**Work to be completed**
Pull every line with "Urbacher" from the data.

======== Data shown ========

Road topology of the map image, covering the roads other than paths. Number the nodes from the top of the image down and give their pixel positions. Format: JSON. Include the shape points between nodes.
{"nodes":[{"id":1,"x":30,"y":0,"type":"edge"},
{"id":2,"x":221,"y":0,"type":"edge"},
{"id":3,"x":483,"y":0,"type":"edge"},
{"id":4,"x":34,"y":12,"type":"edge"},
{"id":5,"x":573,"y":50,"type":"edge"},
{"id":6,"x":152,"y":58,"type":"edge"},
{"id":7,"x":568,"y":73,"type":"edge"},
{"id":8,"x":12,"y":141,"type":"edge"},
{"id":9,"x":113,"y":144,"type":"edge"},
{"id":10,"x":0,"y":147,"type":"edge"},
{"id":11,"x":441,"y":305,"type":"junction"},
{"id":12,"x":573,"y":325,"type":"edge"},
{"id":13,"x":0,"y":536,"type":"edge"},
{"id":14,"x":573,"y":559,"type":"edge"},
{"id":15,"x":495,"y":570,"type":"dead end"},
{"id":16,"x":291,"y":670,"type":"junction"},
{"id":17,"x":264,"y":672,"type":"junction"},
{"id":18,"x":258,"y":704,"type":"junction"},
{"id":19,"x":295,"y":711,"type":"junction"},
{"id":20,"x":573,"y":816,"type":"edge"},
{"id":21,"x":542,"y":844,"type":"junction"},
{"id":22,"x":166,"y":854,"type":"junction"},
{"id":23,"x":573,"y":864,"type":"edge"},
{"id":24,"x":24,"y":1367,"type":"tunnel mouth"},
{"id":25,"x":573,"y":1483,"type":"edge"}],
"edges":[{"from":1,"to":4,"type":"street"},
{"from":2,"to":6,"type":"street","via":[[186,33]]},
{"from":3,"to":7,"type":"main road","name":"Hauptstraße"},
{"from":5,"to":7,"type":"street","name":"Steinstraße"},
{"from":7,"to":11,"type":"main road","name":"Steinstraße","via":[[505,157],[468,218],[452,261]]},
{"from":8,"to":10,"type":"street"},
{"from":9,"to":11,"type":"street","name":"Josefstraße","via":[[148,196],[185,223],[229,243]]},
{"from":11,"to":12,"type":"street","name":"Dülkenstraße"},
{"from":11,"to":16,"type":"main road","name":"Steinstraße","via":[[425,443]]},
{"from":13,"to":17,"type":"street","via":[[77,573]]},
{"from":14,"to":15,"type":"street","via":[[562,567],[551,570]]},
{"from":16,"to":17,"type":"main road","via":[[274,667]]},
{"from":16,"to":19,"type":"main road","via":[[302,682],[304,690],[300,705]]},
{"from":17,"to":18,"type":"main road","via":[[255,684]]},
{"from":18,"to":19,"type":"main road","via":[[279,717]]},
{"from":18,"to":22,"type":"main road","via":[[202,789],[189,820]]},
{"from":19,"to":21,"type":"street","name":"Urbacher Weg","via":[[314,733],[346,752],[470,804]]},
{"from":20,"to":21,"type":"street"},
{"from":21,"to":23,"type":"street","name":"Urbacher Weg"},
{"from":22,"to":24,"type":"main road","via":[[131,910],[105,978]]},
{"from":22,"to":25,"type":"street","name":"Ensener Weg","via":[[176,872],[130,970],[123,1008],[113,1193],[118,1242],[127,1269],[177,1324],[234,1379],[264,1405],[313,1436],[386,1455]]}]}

========
======== Data shown ========

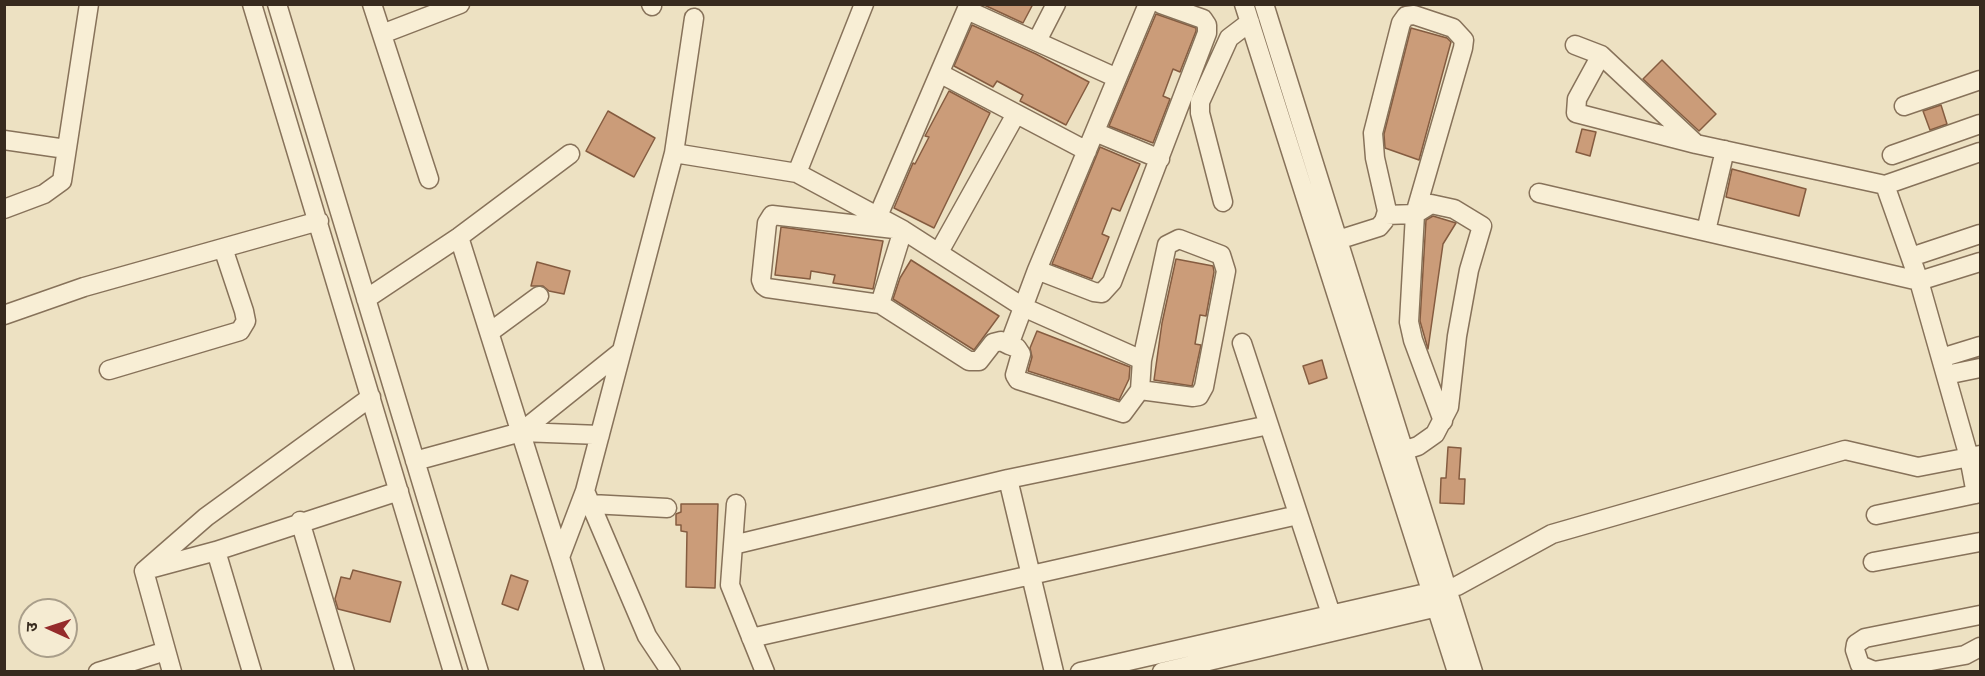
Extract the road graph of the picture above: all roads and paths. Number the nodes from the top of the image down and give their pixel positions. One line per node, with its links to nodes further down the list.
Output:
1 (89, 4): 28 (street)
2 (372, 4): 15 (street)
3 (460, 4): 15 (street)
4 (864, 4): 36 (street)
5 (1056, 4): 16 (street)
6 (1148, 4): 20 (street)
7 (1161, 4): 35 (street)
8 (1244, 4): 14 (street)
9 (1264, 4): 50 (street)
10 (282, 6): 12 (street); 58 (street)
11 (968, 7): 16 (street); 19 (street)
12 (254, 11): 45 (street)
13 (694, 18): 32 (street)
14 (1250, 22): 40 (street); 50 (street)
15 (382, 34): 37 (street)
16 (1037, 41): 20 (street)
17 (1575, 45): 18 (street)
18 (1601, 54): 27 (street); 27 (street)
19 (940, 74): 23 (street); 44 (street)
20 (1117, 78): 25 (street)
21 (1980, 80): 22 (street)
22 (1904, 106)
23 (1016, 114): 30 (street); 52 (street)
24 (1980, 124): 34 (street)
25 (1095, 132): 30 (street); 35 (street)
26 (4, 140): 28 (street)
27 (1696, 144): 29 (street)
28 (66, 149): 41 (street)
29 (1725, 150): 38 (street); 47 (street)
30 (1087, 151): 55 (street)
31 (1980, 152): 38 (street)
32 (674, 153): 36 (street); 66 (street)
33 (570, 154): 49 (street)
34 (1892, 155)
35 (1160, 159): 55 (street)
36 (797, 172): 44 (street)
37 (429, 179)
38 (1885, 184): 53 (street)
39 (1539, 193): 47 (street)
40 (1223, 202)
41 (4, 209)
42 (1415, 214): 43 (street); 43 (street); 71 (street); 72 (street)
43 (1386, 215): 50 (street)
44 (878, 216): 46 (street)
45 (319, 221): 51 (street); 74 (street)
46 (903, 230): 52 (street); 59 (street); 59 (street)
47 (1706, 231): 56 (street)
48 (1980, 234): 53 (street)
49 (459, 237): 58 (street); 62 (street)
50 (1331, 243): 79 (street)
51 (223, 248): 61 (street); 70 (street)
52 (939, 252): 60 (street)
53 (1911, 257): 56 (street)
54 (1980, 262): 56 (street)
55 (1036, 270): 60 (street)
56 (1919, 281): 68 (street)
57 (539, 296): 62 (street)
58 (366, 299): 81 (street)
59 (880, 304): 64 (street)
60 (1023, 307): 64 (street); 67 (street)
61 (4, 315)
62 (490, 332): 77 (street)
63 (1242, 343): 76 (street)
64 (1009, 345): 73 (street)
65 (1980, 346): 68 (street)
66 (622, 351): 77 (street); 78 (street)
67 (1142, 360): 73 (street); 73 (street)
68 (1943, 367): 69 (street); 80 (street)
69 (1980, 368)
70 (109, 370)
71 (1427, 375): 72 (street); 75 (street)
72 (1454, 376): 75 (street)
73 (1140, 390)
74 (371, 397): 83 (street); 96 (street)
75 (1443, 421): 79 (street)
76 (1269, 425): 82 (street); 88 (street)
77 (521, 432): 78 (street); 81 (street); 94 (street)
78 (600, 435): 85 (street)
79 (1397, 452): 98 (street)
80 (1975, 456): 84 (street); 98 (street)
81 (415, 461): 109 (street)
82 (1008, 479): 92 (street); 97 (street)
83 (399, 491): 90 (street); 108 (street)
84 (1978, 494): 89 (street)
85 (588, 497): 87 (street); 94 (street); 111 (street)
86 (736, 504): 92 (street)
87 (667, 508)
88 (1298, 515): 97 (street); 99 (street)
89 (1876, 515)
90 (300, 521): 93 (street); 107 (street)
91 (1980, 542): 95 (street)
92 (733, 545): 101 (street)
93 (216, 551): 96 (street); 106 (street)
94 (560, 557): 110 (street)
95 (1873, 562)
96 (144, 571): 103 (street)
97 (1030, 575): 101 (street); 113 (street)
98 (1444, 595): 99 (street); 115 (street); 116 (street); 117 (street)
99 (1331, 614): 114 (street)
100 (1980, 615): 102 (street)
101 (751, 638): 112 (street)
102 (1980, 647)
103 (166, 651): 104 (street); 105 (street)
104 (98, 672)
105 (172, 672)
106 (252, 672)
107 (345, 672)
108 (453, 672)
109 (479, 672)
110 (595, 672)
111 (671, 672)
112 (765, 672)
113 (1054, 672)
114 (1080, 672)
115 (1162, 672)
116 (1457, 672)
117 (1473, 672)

========

**Answer for this exercise**
{"from":19,"to":21,"type":"street","name":"Urbacher Weg","via":[[314,733],[346,752],[470,804]]},
{"from":21,"to":23,"type":"street","name":"Urbacher Weg"},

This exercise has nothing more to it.